##### Entries shown #####

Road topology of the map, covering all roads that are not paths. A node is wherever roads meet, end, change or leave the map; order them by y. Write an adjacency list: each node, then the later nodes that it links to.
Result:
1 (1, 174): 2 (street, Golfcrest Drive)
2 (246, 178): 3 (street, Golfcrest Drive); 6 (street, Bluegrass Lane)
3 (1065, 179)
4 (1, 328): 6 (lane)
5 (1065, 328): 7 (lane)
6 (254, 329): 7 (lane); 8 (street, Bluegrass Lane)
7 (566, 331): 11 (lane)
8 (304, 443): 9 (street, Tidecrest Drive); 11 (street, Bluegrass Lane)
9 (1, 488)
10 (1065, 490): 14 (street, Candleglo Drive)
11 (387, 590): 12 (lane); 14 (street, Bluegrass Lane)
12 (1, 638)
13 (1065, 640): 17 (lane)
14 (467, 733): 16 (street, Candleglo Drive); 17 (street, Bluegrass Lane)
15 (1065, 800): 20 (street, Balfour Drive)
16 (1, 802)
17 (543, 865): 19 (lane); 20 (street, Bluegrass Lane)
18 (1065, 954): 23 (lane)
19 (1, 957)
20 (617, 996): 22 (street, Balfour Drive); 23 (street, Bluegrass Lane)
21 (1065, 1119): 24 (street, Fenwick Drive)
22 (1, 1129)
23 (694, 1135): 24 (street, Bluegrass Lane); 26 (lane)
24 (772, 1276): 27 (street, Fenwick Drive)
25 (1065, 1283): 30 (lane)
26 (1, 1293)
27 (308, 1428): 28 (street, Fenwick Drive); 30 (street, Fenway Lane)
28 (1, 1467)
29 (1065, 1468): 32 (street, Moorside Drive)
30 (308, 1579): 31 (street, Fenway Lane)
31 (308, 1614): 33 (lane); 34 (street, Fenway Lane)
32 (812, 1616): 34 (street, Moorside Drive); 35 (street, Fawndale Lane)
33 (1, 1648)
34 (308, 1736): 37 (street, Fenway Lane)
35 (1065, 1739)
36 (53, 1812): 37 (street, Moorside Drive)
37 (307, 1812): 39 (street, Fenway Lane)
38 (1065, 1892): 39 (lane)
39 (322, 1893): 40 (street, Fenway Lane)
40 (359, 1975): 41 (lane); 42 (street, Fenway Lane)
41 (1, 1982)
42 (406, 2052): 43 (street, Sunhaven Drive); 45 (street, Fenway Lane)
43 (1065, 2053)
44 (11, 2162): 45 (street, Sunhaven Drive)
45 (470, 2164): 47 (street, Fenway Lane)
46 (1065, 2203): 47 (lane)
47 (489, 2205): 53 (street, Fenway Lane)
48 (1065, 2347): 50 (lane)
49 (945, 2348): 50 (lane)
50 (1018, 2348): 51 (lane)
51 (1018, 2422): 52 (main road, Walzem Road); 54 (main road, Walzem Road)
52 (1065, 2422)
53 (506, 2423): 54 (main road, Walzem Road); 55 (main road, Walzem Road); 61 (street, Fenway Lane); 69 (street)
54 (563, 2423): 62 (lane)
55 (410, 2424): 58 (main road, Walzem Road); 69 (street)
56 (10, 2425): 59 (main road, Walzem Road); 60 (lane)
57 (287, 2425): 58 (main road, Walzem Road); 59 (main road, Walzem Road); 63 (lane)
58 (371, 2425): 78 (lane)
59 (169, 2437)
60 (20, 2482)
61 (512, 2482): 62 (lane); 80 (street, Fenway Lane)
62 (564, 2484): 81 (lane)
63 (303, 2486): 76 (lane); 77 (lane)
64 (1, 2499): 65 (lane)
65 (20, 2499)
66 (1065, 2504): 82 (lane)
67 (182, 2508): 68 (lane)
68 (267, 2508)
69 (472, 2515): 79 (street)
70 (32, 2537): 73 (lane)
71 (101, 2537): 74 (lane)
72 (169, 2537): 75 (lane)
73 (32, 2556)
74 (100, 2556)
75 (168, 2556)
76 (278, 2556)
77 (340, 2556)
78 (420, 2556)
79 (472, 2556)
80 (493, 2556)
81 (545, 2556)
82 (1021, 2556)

#####

What this task involves: Without changing a word, print all of the entries above.

Written answer:
Road topology of the map, covering all roads that are not paths. A node is wherever roads meet, end, change or leave the map; order them by y. Write an adjacency list: each node, then the later nodes that it links to.
Result:
1 (1, 174): 2 (street, Golfcrest Drive)
2 (246, 178): 3 (street, Golfcrest Drive); 6 (street, Bluegrass Lane)
3 (1065, 179)
4 (1, 328): 6 (lane)
5 (1065, 328): 7 (lane)
6 (254, 329): 7 (lane); 8 (street, Bluegrass Lane)
7 (566, 331): 11 (lane)
8 (304, 443): 9 (street, Tidecrest Drive); 11 (street, Bluegrass Lane)
9 (1, 488)
10 (1065, 490): 14 (street, Candleglo Drive)
11 (387, 590): 12 (lane); 14 (street, Bluegrass Lane)
12 (1, 638)
13 (1065, 640): 17 (lane)
14 (467, 733): 16 (street, Candleglo Drive); 17 (street, Bluegrass Lane)
15 (1065, 800): 20 (street, Balfour Drive)
16 (1, 802)
17 (543, 865): 19 (lane); 20 (street, Bluegrass Lane)
18 (1065, 954): 23 (lane)
19 (1, 957)
20 (617, 996): 22 (street, Balfour Drive); 23 (street, Bluegrass Lane)
21 (1065, 1119): 24 (street, Fenwick Drive)
22 (1, 1129)
23 (694, 1135): 24 (street, Bluegrass Lane); 26 (lane)
24 (772, 1276): 27 (street, Fenwick Drive)
25 (1065, 1283): 30 (lane)
26 (1, 1293)
27 (308, 1428): 28 (street, Fenwick Drive); 30 (street, Fenway Lane)
28 (1, 1467)
29 (1065, 1468): 32 (street, Moorside Drive)
30 (308, 1579): 31 (street, Fenway Lane)
31 (308, 1614): 33 (lane); 34 (street, Fenway Lane)
32 (812, 1616): 34 (street, Moorside Drive); 35 (street, Fawndale Lane)
33 (1, 1648)
34 (308, 1736): 37 (street, Fenway Lane)
35 (1065, 1739)
36 (53, 1812): 37 (street, Moorside Drive)
37 (307, 1812): 39 (street, Fenway Lane)
38 (1065, 1892): 39 (lane)
39 (322, 1893): 40 (street, Fenway Lane)
40 (359, 1975): 41 (lane); 42 (street, Fenway Lane)
41 (1, 1982)
42 (406, 2052): 43 (street, Sunhaven Drive); 45 (street, Fenway Lane)
43 (1065, 2053)
44 (11, 2162): 45 (street, Sunhaven Drive)
45 (470, 2164): 47 (street, Fenway Lane)
46 (1065, 2203): 47 (lane)
47 (489, 2205): 53 (street, Fenway Lane)
48 (1065, 2347): 50 (lane)
49 (945, 2348): 50 (lane)
50 (1018, 2348): 51 (lane)
51 (1018, 2422): 52 (main road, Walzem Road); 54 (main road, Walzem Road)
52 (1065, 2422)
53 (506, 2423): 54 (main road, Walzem Road); 55 (main road, Walzem Road); 61 (street, Fenway Lane); 69 (street)
54 (563, 2423): 62 (lane)
55 (410, 2424): 58 (main road, Walzem Road); 69 (street)
56 (10, 2425): 59 (main road, Walzem Road); 60 (lane)
57 (287, 2425): 58 (main road, Walzem Road); 59 (main road, Walzem Road); 63 (lane)
58 (371, 2425): 78 (lane)
59 (169, 2437)
60 (20, 2482)
61 (512, 2482): 62 (lane); 80 (street, Fenway Lane)
62 (564, 2484): 81 (lane)
63 (303, 2486): 76 (lane); 77 (lane)
64 (1, 2499): 65 (lane)
65 (20, 2499)
66 (1065, 2504): 82 (lane)
67 (182, 2508): 68 (lane)
68 (267, 2508)
69 (472, 2515): 79 (street)
70 (32, 2537): 73 (lane)
71 (101, 2537): 74 (lane)
72 (169, 2537): 75 (lane)
73 (32, 2556)
74 (100, 2556)
75 (168, 2556)
76 (278, 2556)
77 (340, 2556)
78 (420, 2556)
79 (472, 2556)
80 (493, 2556)
81 (545, 2556)
82 (1021, 2556)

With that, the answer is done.